Boston University participants in T2K include: Professors Ed Kearns, Jim Stone, and Larry Sulak, postdoctoral associate Jen Raaf, and graduate students Mike Litos, and Fanny Dufour, now at the University of Geneva.
Congratulations to Josef, Enea, and Phebe.
Happy new Year. I wanted to tell you that the new baby is here. Josef Elijah Wenzler was born on Jan 4th. He weighed 8lbs 6oz and was 30 inch long. We are all very happy and can not wait to be released from the hospital.
All the best to you for 2010.
At the Saha Institute of Nuclear Physics, India, the Fourth Ramanujan Lecture of the CAMCS, SINP, will be delivered by Prof. H. Eugene Stanley, Professor of Physics, Chemistry, Biomedical Engineering, Physiology and Director, Center for Polymer Studies, Boston University, USA on “Economic Fluctuations and Statistical Physics: Quantifying Extremely Rare and Much Less Rare Events “ on 29th January, 2010. For more information, check out the CAMCS events page.
Professor Gene Stanley has been recognized by the American Physical Society as one among the 157 Outstanding Referees of the Physical Review and Physical Review Letters journals, as chosen by the journal editors for 2010.

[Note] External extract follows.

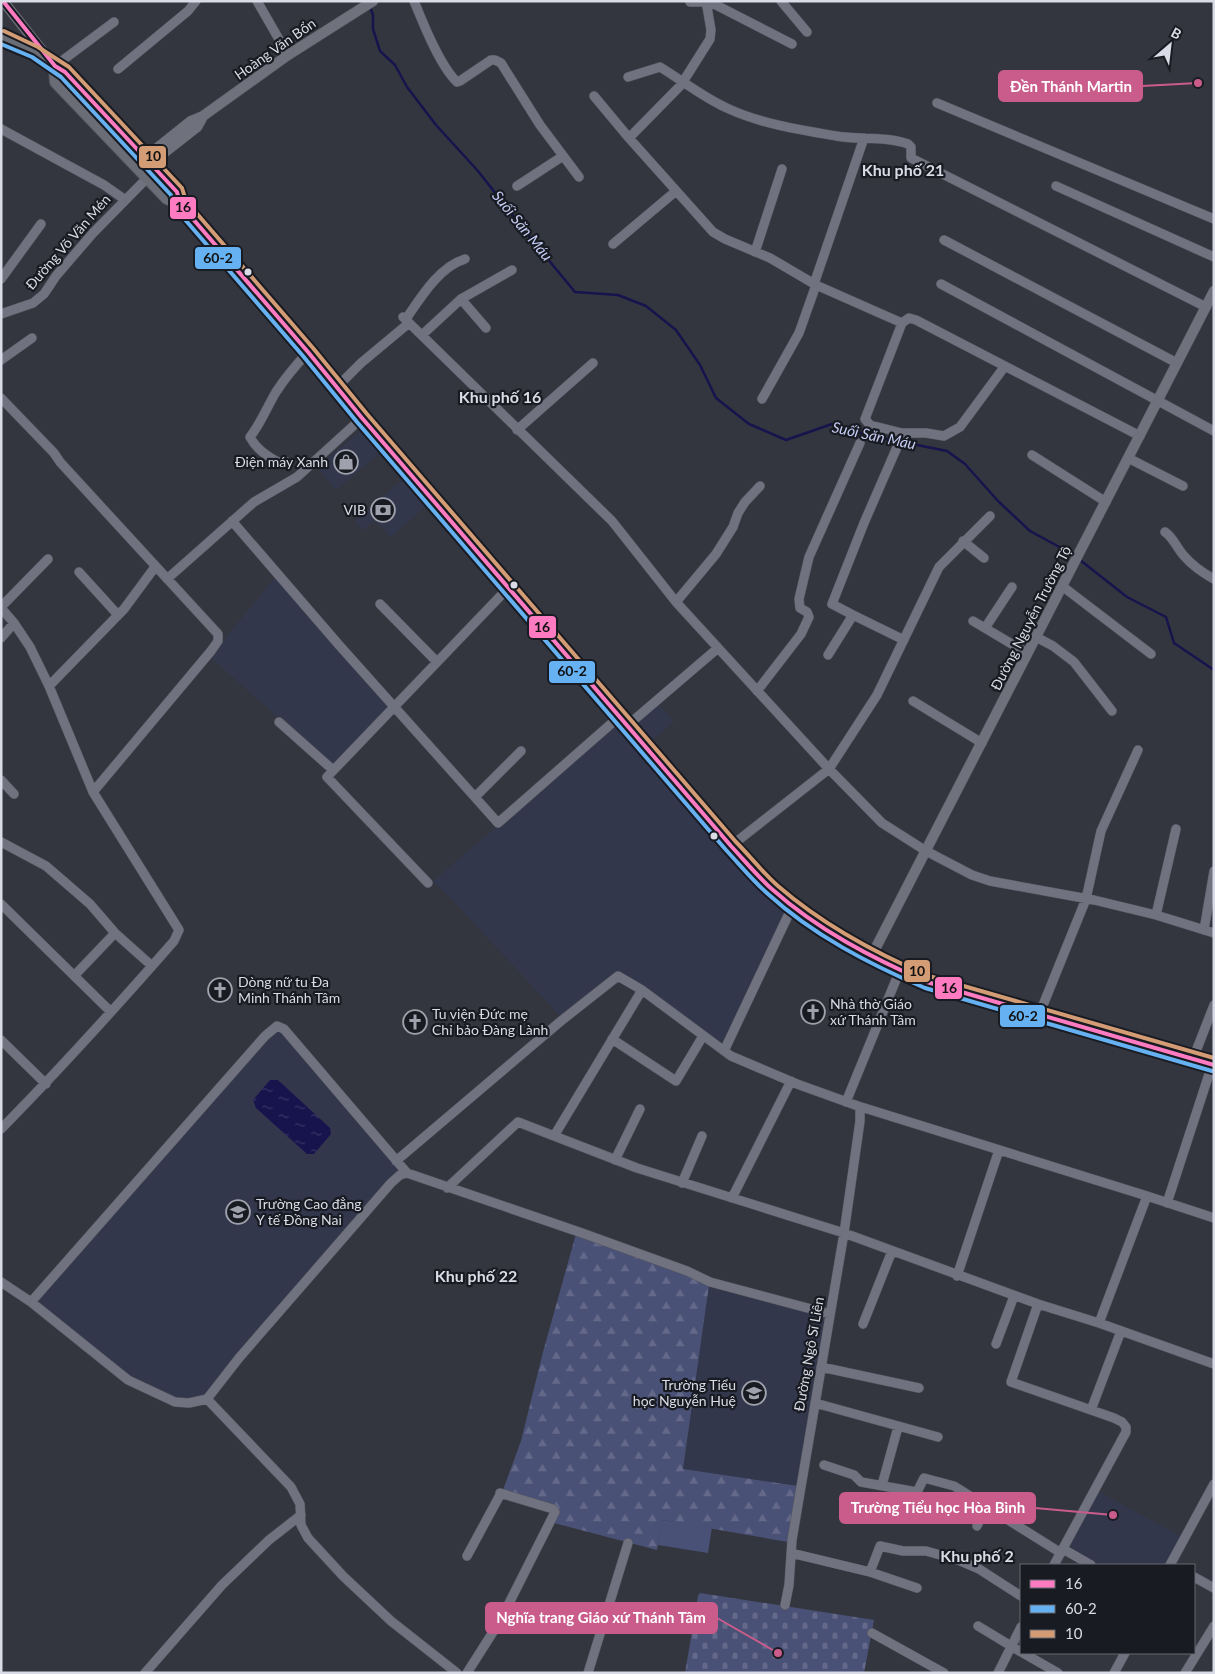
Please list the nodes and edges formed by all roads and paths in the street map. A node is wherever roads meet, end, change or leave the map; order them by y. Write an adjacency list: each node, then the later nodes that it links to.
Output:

Initiated in 2008, the Outstanding Referee program expresses appreciation for the essential work that anonymous peer reviewers do for their journals. Each year a small percentage of their 42,000 referees are to be selected and honored with the Outstanding Referee designation. Selections are made based on the number, quality, and timeliness of referee reports as collected in a database over the last 20 years. The program will recognize about 150 referees each year, although larger groups were selected in 2008 and 2009. A full listing and further details on the program are available on the APS website.